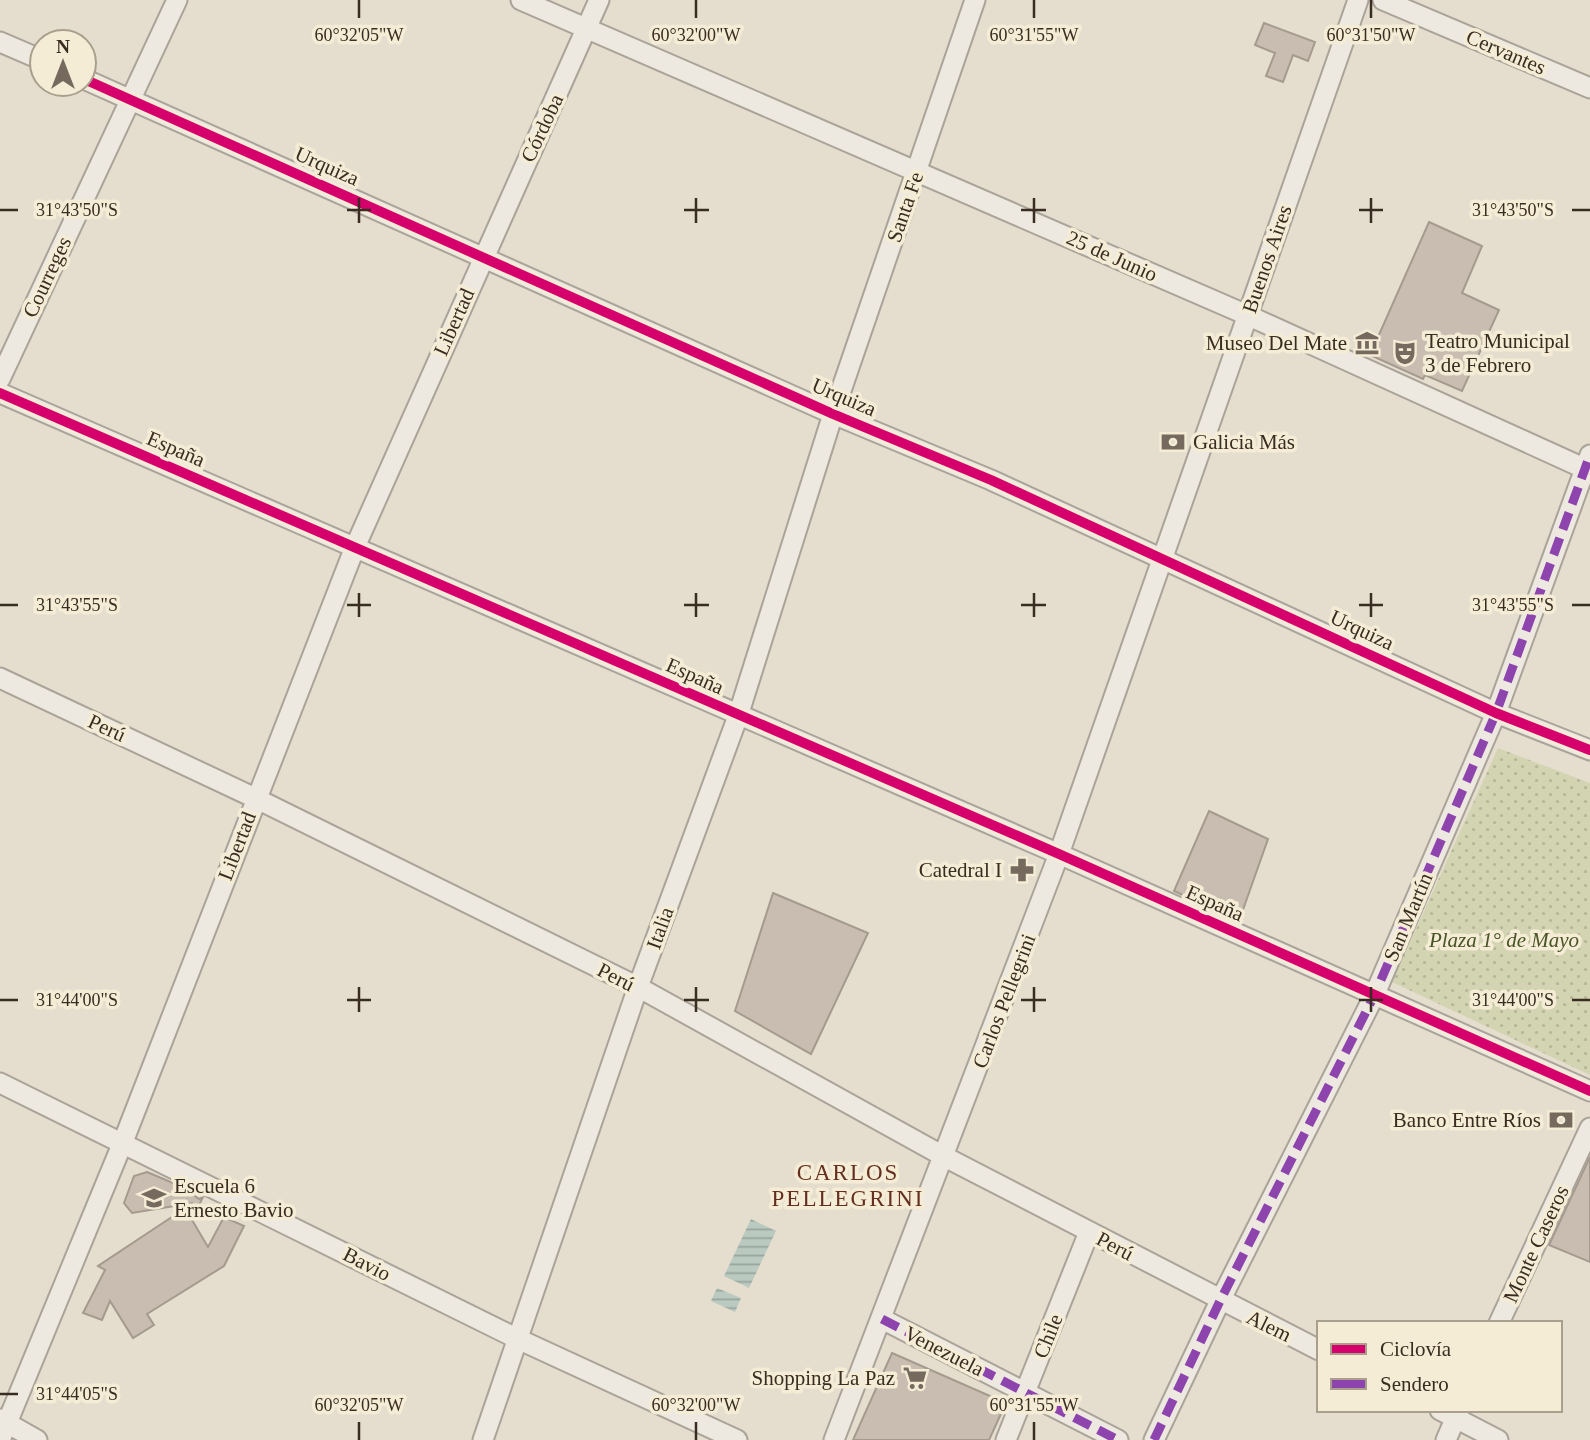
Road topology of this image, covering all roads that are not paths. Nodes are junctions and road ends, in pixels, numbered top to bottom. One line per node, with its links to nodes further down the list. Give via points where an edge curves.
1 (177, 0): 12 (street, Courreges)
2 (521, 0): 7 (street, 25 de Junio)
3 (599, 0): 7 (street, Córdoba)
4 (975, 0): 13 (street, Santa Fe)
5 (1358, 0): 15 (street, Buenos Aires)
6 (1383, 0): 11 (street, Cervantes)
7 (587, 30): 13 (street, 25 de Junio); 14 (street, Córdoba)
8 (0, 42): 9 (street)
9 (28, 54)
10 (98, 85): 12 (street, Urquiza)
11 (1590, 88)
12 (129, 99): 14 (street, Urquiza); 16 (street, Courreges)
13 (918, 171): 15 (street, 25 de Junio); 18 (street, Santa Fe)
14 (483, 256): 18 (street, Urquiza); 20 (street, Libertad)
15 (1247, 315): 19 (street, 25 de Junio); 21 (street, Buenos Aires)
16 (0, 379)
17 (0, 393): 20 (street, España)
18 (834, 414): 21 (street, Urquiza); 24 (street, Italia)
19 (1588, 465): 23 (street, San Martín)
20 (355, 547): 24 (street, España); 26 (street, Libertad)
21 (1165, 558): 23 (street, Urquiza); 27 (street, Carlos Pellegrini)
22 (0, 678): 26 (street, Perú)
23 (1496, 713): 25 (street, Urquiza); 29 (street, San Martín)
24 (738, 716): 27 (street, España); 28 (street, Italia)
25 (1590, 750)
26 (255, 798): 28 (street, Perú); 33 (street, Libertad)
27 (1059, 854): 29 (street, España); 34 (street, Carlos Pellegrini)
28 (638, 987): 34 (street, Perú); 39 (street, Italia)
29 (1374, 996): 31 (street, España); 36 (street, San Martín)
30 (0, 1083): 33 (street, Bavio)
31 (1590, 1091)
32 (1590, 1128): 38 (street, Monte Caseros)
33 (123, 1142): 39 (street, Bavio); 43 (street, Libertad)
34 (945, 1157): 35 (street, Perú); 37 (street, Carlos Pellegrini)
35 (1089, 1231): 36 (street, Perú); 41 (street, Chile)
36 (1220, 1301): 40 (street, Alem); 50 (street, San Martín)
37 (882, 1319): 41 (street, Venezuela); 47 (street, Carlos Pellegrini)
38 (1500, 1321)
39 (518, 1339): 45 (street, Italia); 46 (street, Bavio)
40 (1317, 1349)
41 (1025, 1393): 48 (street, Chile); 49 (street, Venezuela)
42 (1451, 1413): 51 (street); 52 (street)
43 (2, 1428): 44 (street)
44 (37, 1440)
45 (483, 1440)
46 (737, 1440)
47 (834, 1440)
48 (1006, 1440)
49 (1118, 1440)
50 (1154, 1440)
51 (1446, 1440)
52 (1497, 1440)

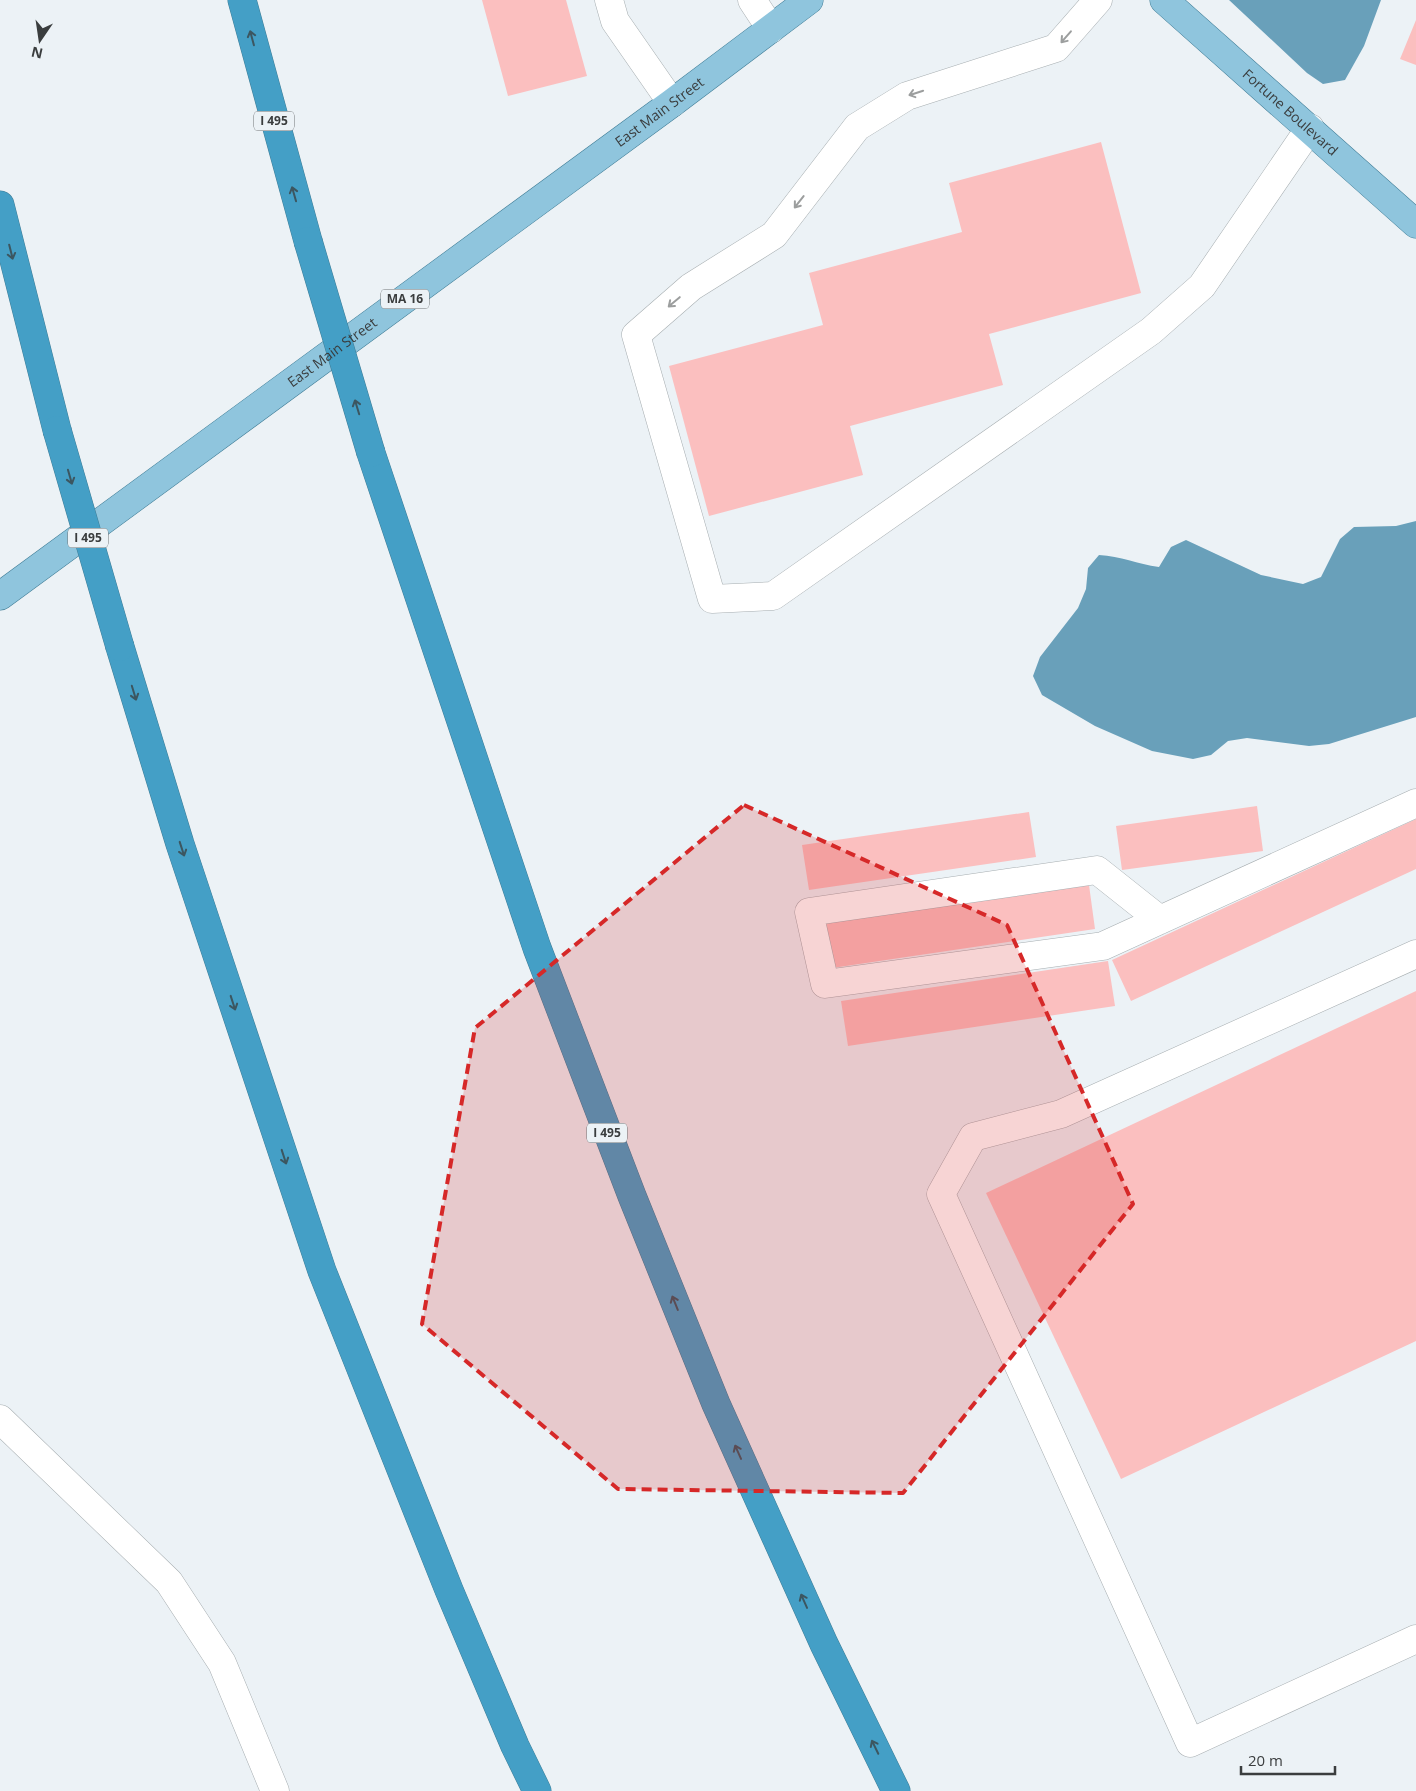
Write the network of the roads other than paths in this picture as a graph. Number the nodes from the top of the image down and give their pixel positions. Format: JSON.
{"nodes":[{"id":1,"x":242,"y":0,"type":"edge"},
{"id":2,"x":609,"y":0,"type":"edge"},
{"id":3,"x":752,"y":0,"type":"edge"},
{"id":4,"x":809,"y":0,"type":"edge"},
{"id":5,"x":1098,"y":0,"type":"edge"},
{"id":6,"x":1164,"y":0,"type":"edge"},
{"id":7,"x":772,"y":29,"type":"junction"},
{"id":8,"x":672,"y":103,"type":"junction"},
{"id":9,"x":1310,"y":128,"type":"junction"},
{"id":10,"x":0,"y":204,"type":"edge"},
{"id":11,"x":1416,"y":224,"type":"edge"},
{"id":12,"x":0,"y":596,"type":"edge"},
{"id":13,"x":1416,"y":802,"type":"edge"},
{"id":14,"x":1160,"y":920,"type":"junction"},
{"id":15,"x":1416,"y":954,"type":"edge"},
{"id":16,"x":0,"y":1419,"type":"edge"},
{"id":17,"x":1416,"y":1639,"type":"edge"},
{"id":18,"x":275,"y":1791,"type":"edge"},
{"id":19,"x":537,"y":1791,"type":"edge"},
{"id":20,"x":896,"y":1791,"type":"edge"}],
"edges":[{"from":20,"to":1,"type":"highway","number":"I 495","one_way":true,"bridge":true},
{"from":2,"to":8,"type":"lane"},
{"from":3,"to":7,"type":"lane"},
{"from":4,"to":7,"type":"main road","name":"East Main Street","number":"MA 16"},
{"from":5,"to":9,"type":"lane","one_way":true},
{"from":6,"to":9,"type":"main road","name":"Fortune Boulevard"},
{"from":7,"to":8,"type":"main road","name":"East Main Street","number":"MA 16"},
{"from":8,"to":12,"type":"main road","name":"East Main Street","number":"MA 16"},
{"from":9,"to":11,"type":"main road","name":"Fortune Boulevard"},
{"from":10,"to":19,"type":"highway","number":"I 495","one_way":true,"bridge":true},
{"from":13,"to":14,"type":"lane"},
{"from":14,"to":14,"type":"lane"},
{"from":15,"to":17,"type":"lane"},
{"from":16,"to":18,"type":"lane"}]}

--------------------------------

§ Exercise
Search the entries above for "Junio". Show every line that has it.

§ Response
2 (521, 0): 7 (street, 25 de Junio)
7 (587, 30): 13 (street, 25 de Junio); 14 (street, Córdoba)
13 (918, 171): 15 (street, 25 de Junio); 18 (street, Santa Fe)
15 (1247, 315): 19 (street, 25 de Junio); 21 (street, Buenos Aires)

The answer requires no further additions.